### Work item
With pictures removed, output every record below exactly as written.

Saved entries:

━━━━

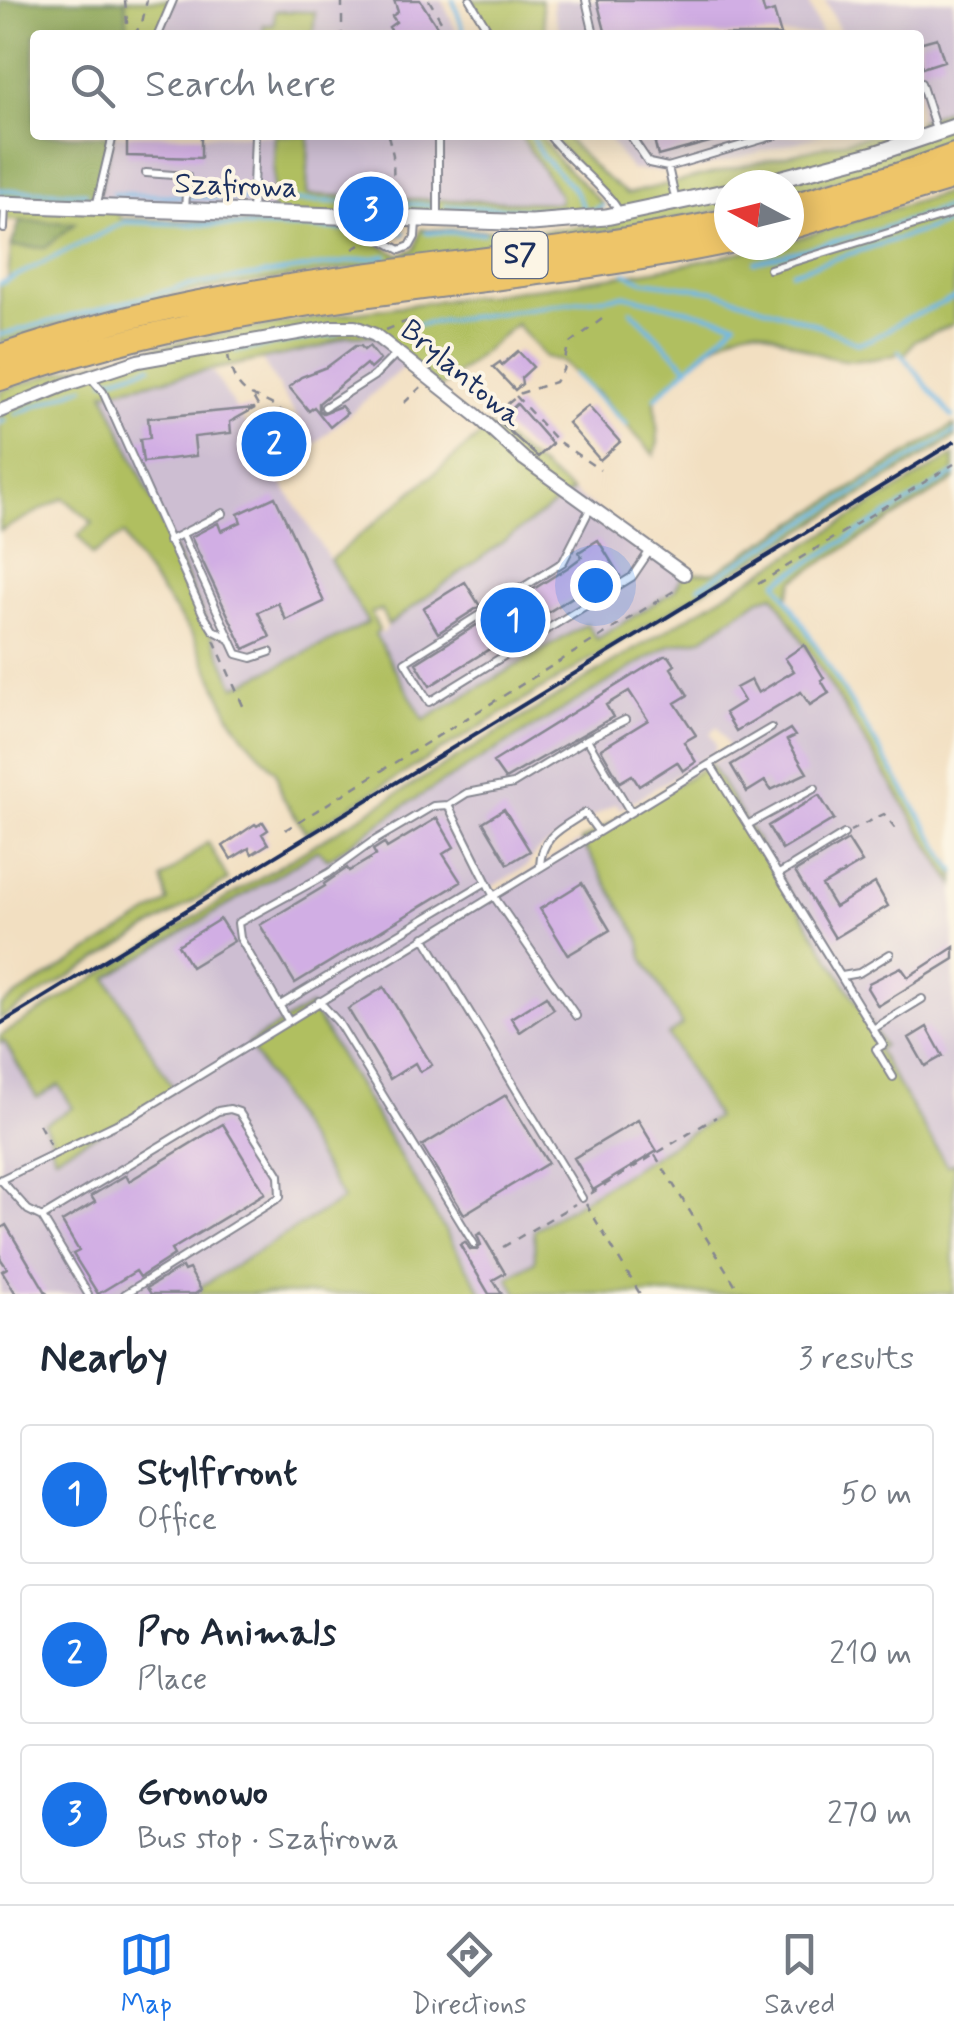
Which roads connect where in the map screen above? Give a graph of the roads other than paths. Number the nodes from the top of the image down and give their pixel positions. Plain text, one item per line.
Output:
1 (173, 0) edge
2 (470, 0) edge
3 (586, 0) edge
4 (160, 30) edge
5 (488, 30) edge
6 (593, 30) edge
7 (924, 92) edge
8 (954, 127) edge
9 (937, 133) junction
10 (924, 137) edge
11 (112, 140) edge
12 (255, 140) edge
13 (438, 140) edge
14 (553, 140) edge
15 (633, 140) edge
16 (759, 140) edge
17 (916, 140) edge
18 (954, 155) edge
19 (668, 167) junction
20 (804, 172) edge
21 (146, 173) dead end
22 (954, 178) edge
23 (714, 194) edge
24 (804, 202) edge
25 (676, 203) junction
26 (2, 204) edge
27 (95, 208) junction
28 (185, 211) junction
29 (252, 214) junction
30 (954, 214) edge
31 (620, 215) junction
32 (416, 221) junction
33 (438, 222) junction
34 (714, 223) edge
35 (804, 223) edge
36 (373, 227) junction
37 (2, 229) edge
38 (14, 229) dead end
39 (714, 245) edge
40 (770, 268) dead end
41 (398, 353) junction
42 (0, 356) edge
43 (89, 376) junction
44 (0, 378) edge
45 (325, 407) dead end
46 (0, 412) edge
47 (592, 506) junction
48 (223, 514) dead end
49 (182, 534) junction
50 (168, 541) junction
51 (651, 548) junction
52 (684, 574) road end
53 (230, 639) junction
54 (270, 652) dead end
55 (625, 720) dead end
56 (771, 728) dead end
57 (587, 739) junction
58 (710, 764) junction
59 (815, 788) dead end
60 (448, 805) junction
61 (630, 812) junction
62 (749, 824) junction
63 (598, 830) junction
64 (844, 834) road end
65 (540, 866) junction
66 (779, 874) junction
67 (486, 882) junction
68 (493, 894) junction
69 (424, 937) junction
70 (890, 954) dead end
71 (841, 976) junction
72 (922, 999) dead end
73 (319, 1000) junction
74 (280, 1005) junction
75 (576, 1016) dead end
76 (288, 1020) junction
77 (873, 1029) junction
78 (894, 1078) dead end
79 (2, 1177) edge
80 (582, 1198) road end
81 (42, 1217) junction
82 (474, 1244) dead end
83 (88, 1294) edge
84 (125, 1294) edge

1 - 4 lane
2 - 5 lane
3 - 6 lane
7 - 9 lane
8 - 9 street
9 - 10 street
11 - 27 lane
12 - 29 lane
13 - 33 lane
14 - 31 lane
15 - 19 lane
16 - 19 lane
17 - 20 street
18 - 24 highway
19 - 25 lane
21 - 28 lane
22 - 35 highway
23 - 25 street, Szafirowa
25 - 31 street, Szafirowa
26 - 27 street, Szafirowa
26 - 37 lane
27 - 28 street, Szafirowa
28 - 29 street, Szafirowa
29 - 36 street, Szafirowa
30 - 40 lane
31 - 33 street, Szafirowa
32 - 33 street, Szafirowa
32 - 36 street, Szafirowa
32 - 36 lane
34 - 42 highway, S7
37 - 38 lane
39 - 44 highway, S7
41 - 43 street, Brylantowa
41 - 45 lane
41 - 47 street, Brylantowa
43 - 46 street, Brylantowa
43 - 50 lane
47 - 51 street, Brylantowa
47 - 51 lane
48 - 49 lane
49 - 50 lane
49 - 53 lane
50 - 53 lane
51 - 52 street, Brylantowa
53 - 54 lane
55 - 57 lane
56 - 58 lane
57 - 60 lane
57 - 61 lane
58 - 61 lane
58 - 62 lane
59 - 62 lane
60 - 67 lane
60 - 74 lane
61 - 63 lane
62 - 66 lane
63 - 65 lane
63 - 65 lane
64 - 66 lane
65 - 68 lane
66 - 71 lane
67 - 68 lane
67 - 74 lane
68 - 69 lane
68 - 75 lane
69 - 73 lane
69 - 80 lane
70 - 71 lane
71 - 77 lane
72 - 77 lane
73 - 76 lane
73 - 82 lane
74 - 76 lane
76 - 79 lane
77 - 78 lane
79 - 81 lane
81 - 83 lane
81 - 84 lane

━━━━

### Exercise response
Which roads connect where in the map screen above? Give a graph of the roads other than paths. Number the nodes from the top of the image down and give their pixel positions. Plain text, one item per line.
Output:
1 (173, 0) edge
2 (470, 0) edge
3 (586, 0) edge
4 (160, 30) edge
5 (488, 30) edge
6 (593, 30) edge
7 (924, 92) edge
8 (954, 127) edge
9 (937, 133) junction
10 (924, 137) edge
11 (112, 140) edge
12 (255, 140) edge
13 (438, 140) edge
14 (553, 140) edge
15 (633, 140) edge
16 (759, 140) edge
17 (916, 140) edge
18 (954, 155) edge
19 (668, 167) junction
20 (804, 172) edge
21 (146, 173) dead end
22 (954, 178) edge
23 (714, 194) edge
24 (804, 202) edge
25 (676, 203) junction
26 (2, 204) edge
27 (95, 208) junction
28 (185, 211) junction
29 (252, 214) junction
30 (954, 214) edge
31 (620, 215) junction
32 (416, 221) junction
33 (438, 222) junction
34 (714, 223) edge
35 (804, 223) edge
36 (373, 227) junction
37 (2, 229) edge
38 (14, 229) dead end
39 (714, 245) edge
40 (770, 268) dead end
41 (398, 353) junction
42 (0, 356) edge
43 (89, 376) junction
44 (0, 378) edge
45 (325, 407) dead end
46 (0, 412) edge
47 (592, 506) junction
48 (223, 514) dead end
49 (182, 534) junction
50 (168, 541) junction
51 (651, 548) junction
52 (684, 574) road end
53 (230, 639) junction
54 (270, 652) dead end
55 (625, 720) dead end
56 (771, 728) dead end
57 (587, 739) junction
58 (710, 764) junction
59 (815, 788) dead end
60 (448, 805) junction
61 (630, 812) junction
62 (749, 824) junction
63 (598, 830) junction
64 (844, 834) road end
65 (540, 866) junction
66 (779, 874) junction
67 (486, 882) junction
68 (493, 894) junction
69 (424, 937) junction
70 (890, 954) dead end
71 (841, 976) junction
72 (922, 999) dead end
73 (319, 1000) junction
74 (280, 1005) junction
75 (576, 1016) dead end
76 (288, 1020) junction
77 (873, 1029) junction
78 (894, 1078) dead end
79 (2, 1177) edge
80 (582, 1198) road end
81 (42, 1217) junction
82 (474, 1244) dead end
83 (88, 1294) edge
84 (125, 1294) edge

1 - 4 lane
2 - 5 lane
3 - 6 lane
7 - 9 lane
8 - 9 street
9 - 10 street
11 - 27 lane
12 - 29 lane
13 - 33 lane
14 - 31 lane
15 - 19 lane
16 - 19 lane
17 - 20 street
18 - 24 highway
19 - 25 lane
21 - 28 lane
22 - 35 highway
23 - 25 street, Szafirowa
25 - 31 street, Szafirowa
26 - 27 street, Szafirowa
26 - 37 lane
27 - 28 street, Szafirowa
28 - 29 street, Szafirowa
29 - 36 street, Szafirowa
30 - 40 lane
31 - 33 street, Szafirowa
32 - 33 street, Szafirowa
32 - 36 street, Szafirowa
32 - 36 lane
34 - 42 highway, S7
37 - 38 lane
39 - 44 highway, S7
41 - 43 street, Brylantowa
41 - 45 lane
41 - 47 street, Brylantowa
43 - 46 street, Brylantowa
43 - 50 lane
47 - 51 street, Brylantowa
47 - 51 lane
48 - 49 lane
49 - 50 lane
49 - 53 lane
50 - 53 lane
51 - 52 street, Brylantowa
53 - 54 lane
55 - 57 lane
56 - 58 lane
57 - 60 lane
57 - 61 lane
58 - 61 lane
58 - 62 lane
59 - 62 lane
60 - 67 lane
60 - 74 lane
61 - 63 lane
62 - 66 lane
63 - 65 lane
63 - 65 lane
64 - 66 lane
65 - 68 lane
66 - 71 lane
67 - 68 lane
67 - 74 lane
68 - 69 lane
68 - 75 lane
69 - 73 lane
69 - 80 lane
70 - 71 lane
71 - 77 lane
72 - 77 lane
73 - 76 lane
73 - 82 lane
74 - 76 lane
76 - 79 lane
77 - 78 lane
79 - 81 lane
81 - 83 lane
81 - 84 lane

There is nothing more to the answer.